## Source information
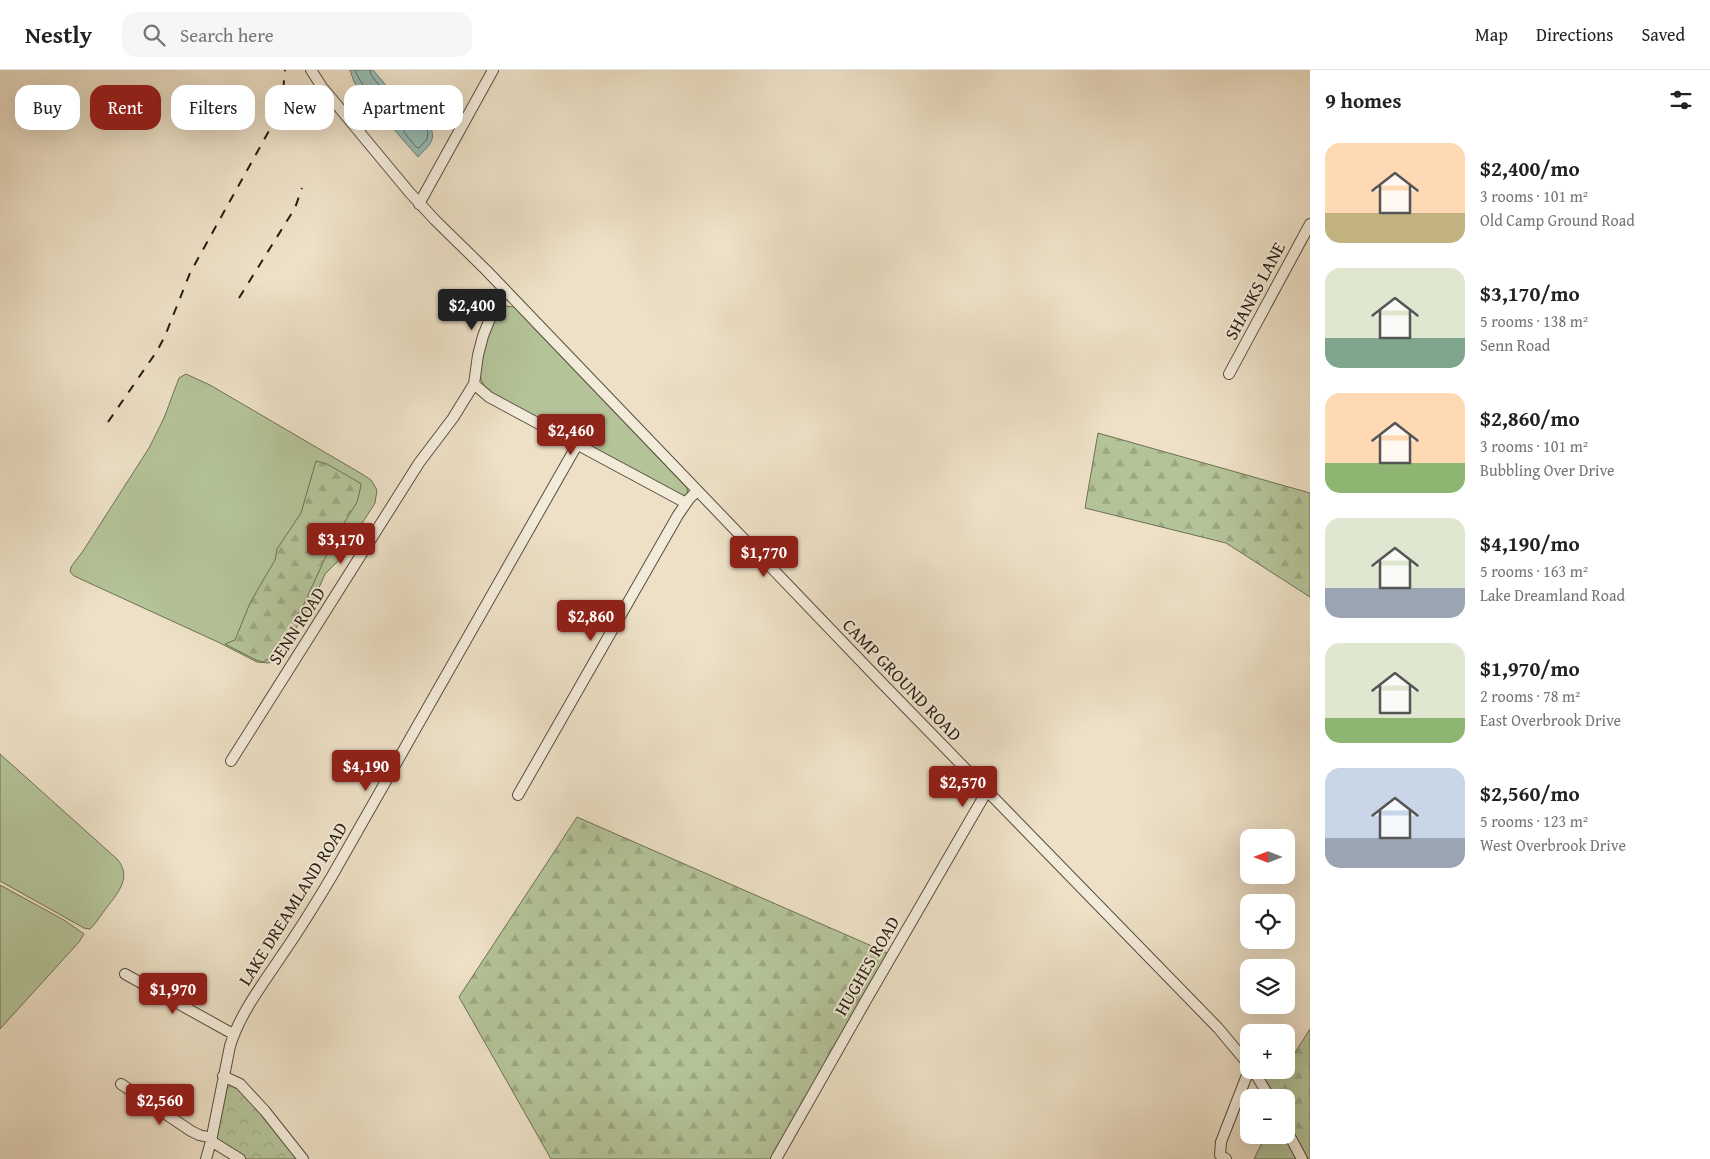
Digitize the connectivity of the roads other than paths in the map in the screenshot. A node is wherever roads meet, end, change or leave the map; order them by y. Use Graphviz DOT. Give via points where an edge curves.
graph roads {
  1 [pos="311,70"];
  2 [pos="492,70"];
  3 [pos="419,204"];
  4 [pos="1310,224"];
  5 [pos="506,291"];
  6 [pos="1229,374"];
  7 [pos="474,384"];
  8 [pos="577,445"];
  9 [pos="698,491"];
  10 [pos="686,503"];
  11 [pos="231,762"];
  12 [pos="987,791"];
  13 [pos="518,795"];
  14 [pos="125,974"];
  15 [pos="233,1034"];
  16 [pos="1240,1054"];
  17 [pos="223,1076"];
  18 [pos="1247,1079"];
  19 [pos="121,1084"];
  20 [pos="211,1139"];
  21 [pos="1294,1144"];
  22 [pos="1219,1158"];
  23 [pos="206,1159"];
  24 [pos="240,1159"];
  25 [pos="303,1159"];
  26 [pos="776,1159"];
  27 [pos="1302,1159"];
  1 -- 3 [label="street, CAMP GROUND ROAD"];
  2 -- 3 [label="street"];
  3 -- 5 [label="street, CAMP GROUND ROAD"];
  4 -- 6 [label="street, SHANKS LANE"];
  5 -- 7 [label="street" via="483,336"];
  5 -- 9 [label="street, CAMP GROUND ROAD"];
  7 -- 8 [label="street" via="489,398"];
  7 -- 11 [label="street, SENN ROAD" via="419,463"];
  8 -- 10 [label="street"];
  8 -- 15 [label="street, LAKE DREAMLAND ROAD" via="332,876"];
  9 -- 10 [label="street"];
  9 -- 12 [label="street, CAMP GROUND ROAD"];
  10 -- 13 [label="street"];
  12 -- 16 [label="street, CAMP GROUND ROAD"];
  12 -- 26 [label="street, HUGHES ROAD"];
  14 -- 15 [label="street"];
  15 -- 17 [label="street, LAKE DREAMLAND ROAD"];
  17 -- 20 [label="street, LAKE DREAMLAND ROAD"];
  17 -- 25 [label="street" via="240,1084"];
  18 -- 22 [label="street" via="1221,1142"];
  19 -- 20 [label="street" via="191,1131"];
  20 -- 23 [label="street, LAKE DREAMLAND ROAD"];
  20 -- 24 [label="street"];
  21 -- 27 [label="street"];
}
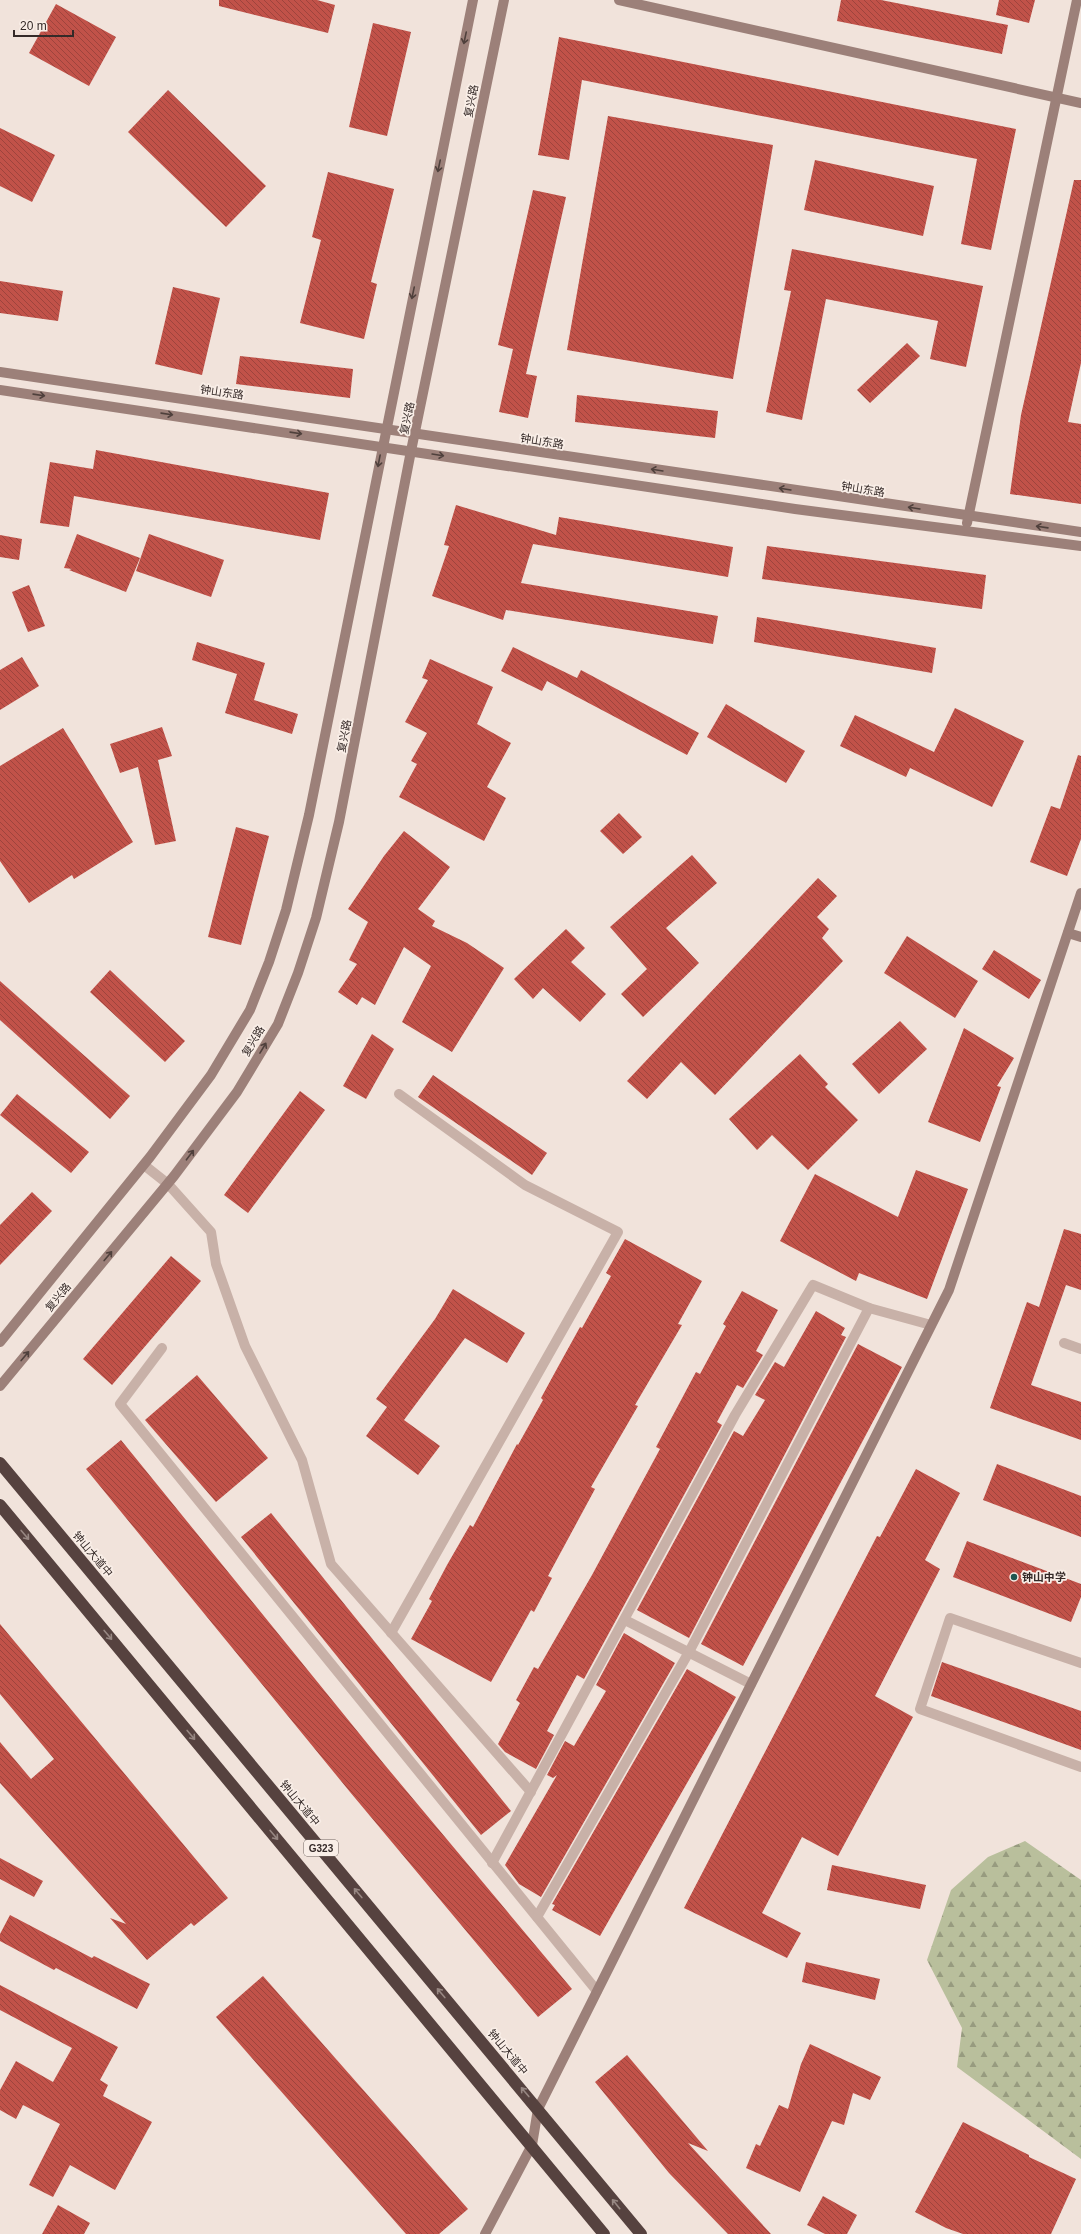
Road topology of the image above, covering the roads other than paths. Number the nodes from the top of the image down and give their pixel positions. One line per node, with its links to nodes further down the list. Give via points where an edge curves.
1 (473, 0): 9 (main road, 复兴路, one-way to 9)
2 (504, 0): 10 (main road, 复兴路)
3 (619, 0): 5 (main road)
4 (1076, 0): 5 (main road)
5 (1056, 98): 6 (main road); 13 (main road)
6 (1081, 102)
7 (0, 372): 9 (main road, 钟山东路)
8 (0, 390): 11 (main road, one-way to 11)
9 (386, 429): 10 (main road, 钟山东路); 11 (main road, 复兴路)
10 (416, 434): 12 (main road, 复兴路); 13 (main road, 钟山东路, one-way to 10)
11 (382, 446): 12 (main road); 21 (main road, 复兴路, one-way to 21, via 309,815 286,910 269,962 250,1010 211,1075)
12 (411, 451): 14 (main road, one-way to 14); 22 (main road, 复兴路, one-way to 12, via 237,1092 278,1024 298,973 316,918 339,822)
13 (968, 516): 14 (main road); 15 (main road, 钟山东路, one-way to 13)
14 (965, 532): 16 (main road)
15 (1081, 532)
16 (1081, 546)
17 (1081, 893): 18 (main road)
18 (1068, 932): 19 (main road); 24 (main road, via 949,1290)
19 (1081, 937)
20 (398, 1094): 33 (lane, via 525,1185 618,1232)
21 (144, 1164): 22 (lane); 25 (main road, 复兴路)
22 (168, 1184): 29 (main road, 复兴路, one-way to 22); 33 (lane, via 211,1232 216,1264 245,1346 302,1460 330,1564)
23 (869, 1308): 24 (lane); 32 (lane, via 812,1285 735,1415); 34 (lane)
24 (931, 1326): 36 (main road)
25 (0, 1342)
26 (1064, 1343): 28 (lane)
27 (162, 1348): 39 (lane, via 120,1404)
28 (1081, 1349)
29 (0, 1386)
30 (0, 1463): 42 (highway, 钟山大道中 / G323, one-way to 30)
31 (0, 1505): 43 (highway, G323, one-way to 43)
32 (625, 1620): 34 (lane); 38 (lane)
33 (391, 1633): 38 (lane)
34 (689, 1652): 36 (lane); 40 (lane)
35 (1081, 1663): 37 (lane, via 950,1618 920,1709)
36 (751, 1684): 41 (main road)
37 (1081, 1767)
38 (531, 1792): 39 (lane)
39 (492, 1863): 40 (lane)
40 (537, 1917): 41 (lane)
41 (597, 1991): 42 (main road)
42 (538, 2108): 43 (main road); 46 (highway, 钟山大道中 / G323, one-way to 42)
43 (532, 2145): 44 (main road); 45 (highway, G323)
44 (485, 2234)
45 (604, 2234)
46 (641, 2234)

## Exercise details
In the records above, find the lines holding "DREAMLAND". Copy each one.

## Result of this task
  8 -- 15 [label="street, LAKE DREAMLAND ROAD" via="332,876"];
  15 -- 17 [label="street, LAKE DREAMLAND ROAD"];
  17 -- 20 [label="street, LAKE DREAMLAND ROAD"];
  20 -- 23 [label="street, LAKE DREAMLAND ROAD"];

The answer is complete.